Structure of a Pancreatic ATP-Sensitive Potassium Channel
Author(s) -
Ningning Li,
Jing-Xiang Wu,
Dian Ding,
Jiaxuan Cheng,
Ning Gao,
Lei Chen
Publication year - 2017
Publication title -
cell
Language(s) - English
Resource type - Journals
SCImago Journal Rank - 26.304
H-Index - 776
eISSN - 1097-4172
pISSN - 0092-8674
DOI - 10.1016/j.cell.2016.12.028
Subject(s) - sulfonylurea receptor , glibenclamide , biology , potassium channel , kir6.2 , tetramer , intracellular , biophysics , microbiology and biotechnology , adenosine triphosphate , protein subunit , atp sensitive potassium channel , biochemistry , enzyme , endocrinology , diabetes mellitus , gene
ATP-sensitive potassium channels (K ATP ) couple intracellular ATP levels with membrane excitability.
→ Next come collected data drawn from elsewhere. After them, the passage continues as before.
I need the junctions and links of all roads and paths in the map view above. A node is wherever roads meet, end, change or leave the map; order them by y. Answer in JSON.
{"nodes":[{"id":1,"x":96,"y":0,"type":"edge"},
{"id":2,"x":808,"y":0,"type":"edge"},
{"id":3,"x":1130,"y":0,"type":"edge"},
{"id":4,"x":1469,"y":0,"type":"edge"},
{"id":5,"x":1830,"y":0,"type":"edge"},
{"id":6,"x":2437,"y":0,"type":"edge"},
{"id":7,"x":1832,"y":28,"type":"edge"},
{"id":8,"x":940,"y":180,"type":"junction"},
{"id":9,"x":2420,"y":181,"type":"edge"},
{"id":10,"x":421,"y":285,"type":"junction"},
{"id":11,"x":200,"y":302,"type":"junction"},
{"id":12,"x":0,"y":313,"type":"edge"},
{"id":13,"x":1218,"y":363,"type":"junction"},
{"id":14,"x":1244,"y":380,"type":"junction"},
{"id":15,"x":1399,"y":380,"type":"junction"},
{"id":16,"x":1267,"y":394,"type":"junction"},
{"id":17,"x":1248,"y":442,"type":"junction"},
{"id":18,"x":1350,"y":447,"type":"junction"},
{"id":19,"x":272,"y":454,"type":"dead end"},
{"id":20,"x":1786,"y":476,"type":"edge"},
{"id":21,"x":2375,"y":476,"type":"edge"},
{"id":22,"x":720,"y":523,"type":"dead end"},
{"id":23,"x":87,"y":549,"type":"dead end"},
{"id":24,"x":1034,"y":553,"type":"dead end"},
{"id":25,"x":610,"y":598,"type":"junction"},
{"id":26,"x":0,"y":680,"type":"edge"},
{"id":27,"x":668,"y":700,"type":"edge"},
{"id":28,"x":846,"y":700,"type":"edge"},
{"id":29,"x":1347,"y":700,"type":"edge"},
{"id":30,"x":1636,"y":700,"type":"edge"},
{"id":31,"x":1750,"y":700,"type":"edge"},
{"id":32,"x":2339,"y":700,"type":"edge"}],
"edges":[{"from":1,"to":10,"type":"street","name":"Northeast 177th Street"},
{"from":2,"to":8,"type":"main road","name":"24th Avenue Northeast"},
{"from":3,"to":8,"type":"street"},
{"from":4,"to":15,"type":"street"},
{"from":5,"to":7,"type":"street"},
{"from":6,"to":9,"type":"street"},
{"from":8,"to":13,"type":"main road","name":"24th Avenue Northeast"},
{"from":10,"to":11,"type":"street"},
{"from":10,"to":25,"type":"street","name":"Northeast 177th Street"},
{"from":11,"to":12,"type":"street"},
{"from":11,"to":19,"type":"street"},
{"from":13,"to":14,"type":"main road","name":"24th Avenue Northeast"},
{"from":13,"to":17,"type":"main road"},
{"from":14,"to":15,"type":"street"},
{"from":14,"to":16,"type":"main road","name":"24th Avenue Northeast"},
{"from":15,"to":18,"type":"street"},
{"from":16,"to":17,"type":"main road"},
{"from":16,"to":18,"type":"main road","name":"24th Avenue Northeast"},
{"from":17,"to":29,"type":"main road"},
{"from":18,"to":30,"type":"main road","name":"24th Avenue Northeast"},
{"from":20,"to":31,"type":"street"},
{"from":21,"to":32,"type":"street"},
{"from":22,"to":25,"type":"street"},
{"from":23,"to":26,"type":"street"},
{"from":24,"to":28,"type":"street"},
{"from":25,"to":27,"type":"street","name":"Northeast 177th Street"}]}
These channels play crucial roles in many essential physiological processes and have been implicated extensively in a spectrum of metabolic diseases and disorders. To gain insight into the mechanism of K ATP , we elucidated the structure of a hetero-octameric pancreatic K ATP channel in complex with a non-competitive inhibitor glibenclamide by single-particle cryoelectron microscopy to 5.6-Å resolution. The structure shows that four SUR1 regulatory subunits locate peripherally and dock onto the central Kir6.2 channel tetramer through the SUR1 TMD0-L0 fragment. Glibenclamide-bound SUR1 uses TMD0-L0 fragment to stabilize Kir6.2 channel in a closed conformation. In another structural population, a putative co-purified phosphatidylinositol 4,5-bisphosphate (PIP 2 ) molecule uncouples Kir6.2 from glibenclamide-bound SUR1. These structural observations suggest a molecular mechanism for K ATP regulation by anti-diabetic sulfonylurea drugs, intracellular adenosine nucleotide concentrations, and PIP 2 lipid.